Goldbach Conjecture in Python

Question

I have attempted to write a code that returns a single pair that satisfies the Goldbach Conjecture for a given N. The conjecture states that every even number greater than 4 can be expressed as the sum of two prime numbers. The function returns a pair that is just slightly off, for example, goldbach(34) returns (5, 31) rather than the correct answer (3, 31). Similarly, goldbach(38) returns (11, 31). Any ideas where I am going wrong here?
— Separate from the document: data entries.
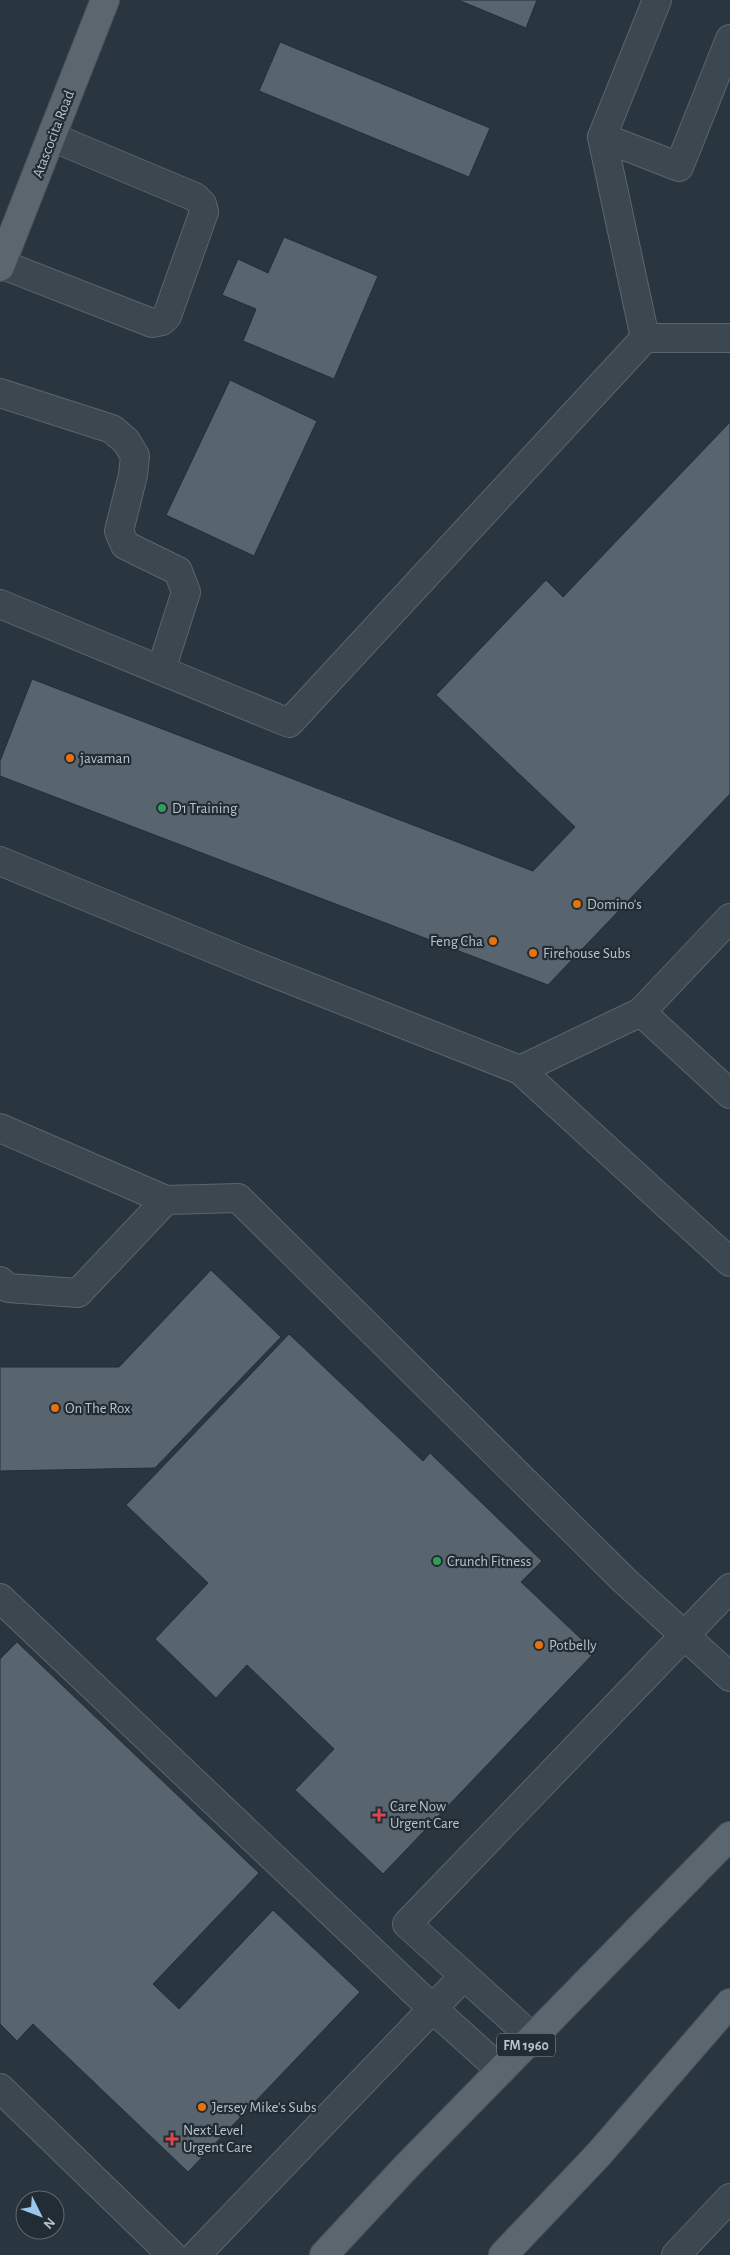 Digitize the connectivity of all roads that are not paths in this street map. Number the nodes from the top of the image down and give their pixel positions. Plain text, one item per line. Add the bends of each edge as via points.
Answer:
1 (105, 0) edge
2 (657, 0) edge
3 (729, 42) edge
4 (52, 136) junction
5 (602, 137) junction
6 (1, 265) edge
7 (646, 338) junction
8 (730, 338) edge
9 (0, 393) edge
10 (0, 604) edge
11 (161, 670) junction
12 (0, 861) edge
13 (730, 918) edge
14 (641, 1012) junction
15 (520, 1070) junction
16 (730, 1094) edge
17 (3, 1136) edge
18 (166, 1200) junction
19 (730, 1262) edge
20 (0, 1281) edge
21 (730, 1588) edge
22 (0, 1598) edge
23 (686, 1636) junction
24 (730, 1677) edge
25 (730, 1836) edge
26 (464, 1976) junction
27 (730, 2002) edge
28 (432, 2008) junction
29 (533, 2038) junction
30 (501, 2070) junction
31 (0, 2088) edge
32 (730, 2198) edge
33 (172, 2255) edge
34 (196, 2255) edge
35 (324, 2255) edge
36 (503, 2255) edge
37 (676, 2255) edge

1 - 4 main road, Atascocita Road
2 - 5 lane
3 - 5 lane via 678,167
4 - 6 main road, Atascocita Road
4 - 6 lane via 195,197 202,204 204,212 167,316 152,323
5 - 7 lane
7 - 8 lane
7 - 11 lane via 289,722
9 - 11 lane via 112,429 126,441 135,456 119,531 125,545 178,571 186,592
10 - 11 lane
12 - 15 lane
13 - 14 lane
14 - 15 lane
14 - 16 lane
15 - 19 lane
17 - 18 lane
18 - 20 lane via 78,1293 8,1288
18 - 23 lane via 238,1198 625,1581
21 - 23 lane
22 - 28 lane
23 - 24 lane
23 - 26 lane via 407,1924
25 - 29 main road, FM 1960 / FM 1960
26 - 28 lane
26 - 29 lane
27 - 36 main road via 599,2154
28 - 30 lane
28 - 34 lane
29 - 30 main road, FM 1960 / FM 1960
30 - 35 main road, FM 1960 / FM 1960
31 - 33 lane
32 - 37 lane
I understand that this code is not massively efficient, however this is the way I have been asked to code for my assignment.

def eratosthenes(n):
    primes = list (range(2, n+1))
    for i in primes:
        j=2
        while i*j<= primes[-1]:
            if i*j in primes:
                primes.remove(i*j)
            j=j+1
    return primes

def odd_primes(N):
    oddprimes = eratosthenes(N)
    oddprimes.remove(2)
    return(oddprimes)

def goldbach(N):
    x, y = 0, 0
    result = 0
    if N % 2 == 0:
        prime = odd_primes(N)
        while result != N:
            for i in range(len(prime)):
                x = prime[i]
                if result == N: break
                for j in range(len(prime)):
                    y = prime[j]
                    result = x + y
                    if result == N: break 
    return x, y 

Answer 1

You are assigning x before breaking the loop once your condition is met. Simply invert your break lines in the first for loop:

def goldbach(N):
    x, y = 0, 0
    result = 0
    if N % 2 == 0:
        prime = odd_primes(N)
        while result != N:
            for i in range(len(prime)):
                if result == N: break  # this line first
                x = prime[i]   # this line after
                for j in range(len(prime)):
                    y = prime[j]
                    result = x + y
                    if result == N: break 
    return x, y 

Answer 2

def eratosthenes(n):
    primes = list (range(2, n+1))
    for i in primes:
        j=2
        while i*j<= primes[-1]:
            if i*j in primes:
                primes.remove(i*j)
            j=j+1
    return primes

def odd_primes(N):
    oddprimes = eratosthenes(N)
    oddprimes.remove(2)
    return(oddprimes)

def goldbach(N):
    x, y = 0, 0
    result = 0
    if N % 2 == 0:
        prime = odd_primes(N)
        while result != N:
            for i in range(len(prime)):
                if result == N: break 
                x = prime[i]
                for j in range(len(prime)):
                    y = prime[j]
                    result = x + y
                    if result == N: break 
    return x, y 

is the correct version. When you have found a pair, you set x to the next prime.

Answer 3

def is_prime(a):
    for div in range(2, a//2 + 1):
        if a % div == 0:
            return False
    return True


def goldbach(n):
    summ = 0
    for p1 in range(2, n):
        if is_prime(p1) and is_prime(n-p1):
            p2 = n-p1
            return str(n)+"="+str(p1)+"+"+str(p2)

Answer 4

    def isPrime(n):
        for i in range(2,n):
            if n%i == 0:
                return 0
        return 1

    no = int(input("Enter Number: "))

    for i in range(3,no):
        if isPrime(i) == 1:
            for l in range(i,no):
                if isPrime(l) == 1:
                    if no == (i+l):
                        print(i,"+",l,"=",no)

Answer 5

Goldbach Conjecture is observed only in even numbers greater than 2, therefore I improve on Punnie's answer to catch odd numbers and any number less done 2.

def isPrime(n):
    for i in range(2,n):
        if n%i == 0:
            return 0
    return 1

def goldbach(no):
  if no%2 !=0 :
    return "Error {} is not an even number ".format(no) 
  elif no <= 2:
    return "Error {} is not greater than 2, Goldbach Conjecture is observed only in even numbers greater than 2".format(no)

  else:
      for i in range(3,no):
          if isPrime(i) == 1:
              for l in range(i,no):
                  if isPrime(l) == 1:
                      if no == (i+l):
                          print(i,"+",l,"=",no)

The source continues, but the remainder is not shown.